PROBLEM DETAILS :: Lines with the string "above" in the data below: report how many there are, and write nothing but the number.

Collected data entries ::
▼▼▼

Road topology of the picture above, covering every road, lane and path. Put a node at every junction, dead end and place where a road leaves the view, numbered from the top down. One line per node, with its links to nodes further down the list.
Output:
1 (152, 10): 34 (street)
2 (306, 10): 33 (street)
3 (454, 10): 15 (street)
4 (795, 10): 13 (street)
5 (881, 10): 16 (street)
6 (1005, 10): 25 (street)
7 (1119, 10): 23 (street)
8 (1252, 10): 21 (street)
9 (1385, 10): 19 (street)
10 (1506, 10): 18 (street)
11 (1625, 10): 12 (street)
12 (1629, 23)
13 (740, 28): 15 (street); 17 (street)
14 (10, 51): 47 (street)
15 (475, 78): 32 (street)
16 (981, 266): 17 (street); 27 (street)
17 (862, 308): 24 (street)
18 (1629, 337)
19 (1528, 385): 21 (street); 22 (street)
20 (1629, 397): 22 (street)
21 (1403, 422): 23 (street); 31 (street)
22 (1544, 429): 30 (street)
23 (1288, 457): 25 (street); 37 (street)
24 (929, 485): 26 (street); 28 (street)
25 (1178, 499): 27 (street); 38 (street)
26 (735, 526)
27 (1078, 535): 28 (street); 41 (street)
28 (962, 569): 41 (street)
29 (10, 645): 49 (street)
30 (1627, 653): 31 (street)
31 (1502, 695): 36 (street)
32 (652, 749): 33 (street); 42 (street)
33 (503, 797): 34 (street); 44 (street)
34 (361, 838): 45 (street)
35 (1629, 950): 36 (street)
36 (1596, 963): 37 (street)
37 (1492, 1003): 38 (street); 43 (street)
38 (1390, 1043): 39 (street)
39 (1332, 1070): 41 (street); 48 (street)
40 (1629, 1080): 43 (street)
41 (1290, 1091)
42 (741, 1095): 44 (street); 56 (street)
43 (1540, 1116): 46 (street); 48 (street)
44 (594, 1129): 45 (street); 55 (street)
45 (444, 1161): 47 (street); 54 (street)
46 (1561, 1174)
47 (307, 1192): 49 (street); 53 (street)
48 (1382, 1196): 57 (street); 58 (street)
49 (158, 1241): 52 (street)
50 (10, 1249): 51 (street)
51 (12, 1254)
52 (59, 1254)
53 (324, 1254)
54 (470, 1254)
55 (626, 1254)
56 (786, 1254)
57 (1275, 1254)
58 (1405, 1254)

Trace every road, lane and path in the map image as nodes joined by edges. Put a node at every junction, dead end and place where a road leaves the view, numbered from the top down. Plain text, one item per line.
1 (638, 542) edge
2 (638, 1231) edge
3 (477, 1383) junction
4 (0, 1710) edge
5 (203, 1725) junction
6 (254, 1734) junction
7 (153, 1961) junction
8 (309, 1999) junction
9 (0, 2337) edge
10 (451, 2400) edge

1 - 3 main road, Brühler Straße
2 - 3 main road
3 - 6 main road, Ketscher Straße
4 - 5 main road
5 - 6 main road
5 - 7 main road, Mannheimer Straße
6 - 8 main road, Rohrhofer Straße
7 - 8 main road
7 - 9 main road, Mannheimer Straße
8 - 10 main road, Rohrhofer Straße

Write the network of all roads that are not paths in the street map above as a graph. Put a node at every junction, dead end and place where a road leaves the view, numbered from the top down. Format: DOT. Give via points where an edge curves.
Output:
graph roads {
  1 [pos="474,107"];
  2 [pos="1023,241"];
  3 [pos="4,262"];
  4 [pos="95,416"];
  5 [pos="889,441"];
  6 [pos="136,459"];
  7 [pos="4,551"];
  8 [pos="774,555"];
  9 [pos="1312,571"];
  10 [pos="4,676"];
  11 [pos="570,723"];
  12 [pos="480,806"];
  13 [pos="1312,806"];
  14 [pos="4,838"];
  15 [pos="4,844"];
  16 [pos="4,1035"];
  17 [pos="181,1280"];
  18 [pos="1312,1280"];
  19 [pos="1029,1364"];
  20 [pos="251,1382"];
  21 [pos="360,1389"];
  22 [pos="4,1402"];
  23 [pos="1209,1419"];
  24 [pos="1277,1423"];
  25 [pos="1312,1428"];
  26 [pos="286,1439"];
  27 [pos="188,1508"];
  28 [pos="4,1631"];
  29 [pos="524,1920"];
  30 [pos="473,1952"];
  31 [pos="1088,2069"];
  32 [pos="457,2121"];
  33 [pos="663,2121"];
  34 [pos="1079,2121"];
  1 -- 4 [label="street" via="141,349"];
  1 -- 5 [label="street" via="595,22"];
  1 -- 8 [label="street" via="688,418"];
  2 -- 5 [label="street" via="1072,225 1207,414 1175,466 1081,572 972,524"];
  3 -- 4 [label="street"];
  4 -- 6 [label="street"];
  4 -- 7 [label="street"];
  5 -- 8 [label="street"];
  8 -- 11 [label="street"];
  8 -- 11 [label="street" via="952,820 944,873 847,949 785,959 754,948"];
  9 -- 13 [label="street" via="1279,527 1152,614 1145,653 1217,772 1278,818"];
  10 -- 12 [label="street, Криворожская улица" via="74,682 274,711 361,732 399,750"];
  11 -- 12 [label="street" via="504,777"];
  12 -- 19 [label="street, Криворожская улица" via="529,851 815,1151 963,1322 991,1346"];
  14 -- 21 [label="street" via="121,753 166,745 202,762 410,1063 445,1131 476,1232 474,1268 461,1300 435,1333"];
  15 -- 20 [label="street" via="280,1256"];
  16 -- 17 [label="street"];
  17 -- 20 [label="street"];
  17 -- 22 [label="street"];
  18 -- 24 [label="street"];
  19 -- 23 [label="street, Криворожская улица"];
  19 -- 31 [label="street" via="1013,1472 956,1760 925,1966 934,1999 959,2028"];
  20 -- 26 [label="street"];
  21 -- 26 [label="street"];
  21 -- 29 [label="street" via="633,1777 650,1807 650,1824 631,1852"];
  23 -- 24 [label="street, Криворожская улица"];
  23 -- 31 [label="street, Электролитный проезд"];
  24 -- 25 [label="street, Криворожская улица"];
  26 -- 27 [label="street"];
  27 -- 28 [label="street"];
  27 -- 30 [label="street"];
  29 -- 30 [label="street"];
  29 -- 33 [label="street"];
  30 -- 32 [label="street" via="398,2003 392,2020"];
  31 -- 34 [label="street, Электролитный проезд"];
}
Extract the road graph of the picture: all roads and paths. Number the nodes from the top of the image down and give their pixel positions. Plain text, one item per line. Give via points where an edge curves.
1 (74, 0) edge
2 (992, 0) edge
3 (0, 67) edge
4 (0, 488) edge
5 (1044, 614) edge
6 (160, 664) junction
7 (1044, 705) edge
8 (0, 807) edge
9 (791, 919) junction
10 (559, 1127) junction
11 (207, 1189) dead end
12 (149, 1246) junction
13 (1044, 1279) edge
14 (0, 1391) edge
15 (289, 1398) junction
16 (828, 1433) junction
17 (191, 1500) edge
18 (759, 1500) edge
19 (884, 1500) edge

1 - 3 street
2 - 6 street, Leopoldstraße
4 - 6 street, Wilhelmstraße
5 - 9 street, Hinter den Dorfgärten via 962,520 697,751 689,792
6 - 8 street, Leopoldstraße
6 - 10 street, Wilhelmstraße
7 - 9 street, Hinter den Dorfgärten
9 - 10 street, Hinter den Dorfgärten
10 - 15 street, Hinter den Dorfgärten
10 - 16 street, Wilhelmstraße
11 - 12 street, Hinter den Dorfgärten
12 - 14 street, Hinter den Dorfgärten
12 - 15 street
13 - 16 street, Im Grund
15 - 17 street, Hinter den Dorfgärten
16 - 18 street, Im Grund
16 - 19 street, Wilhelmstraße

▲▲▲

OUTPUT OF THE TASK :: 2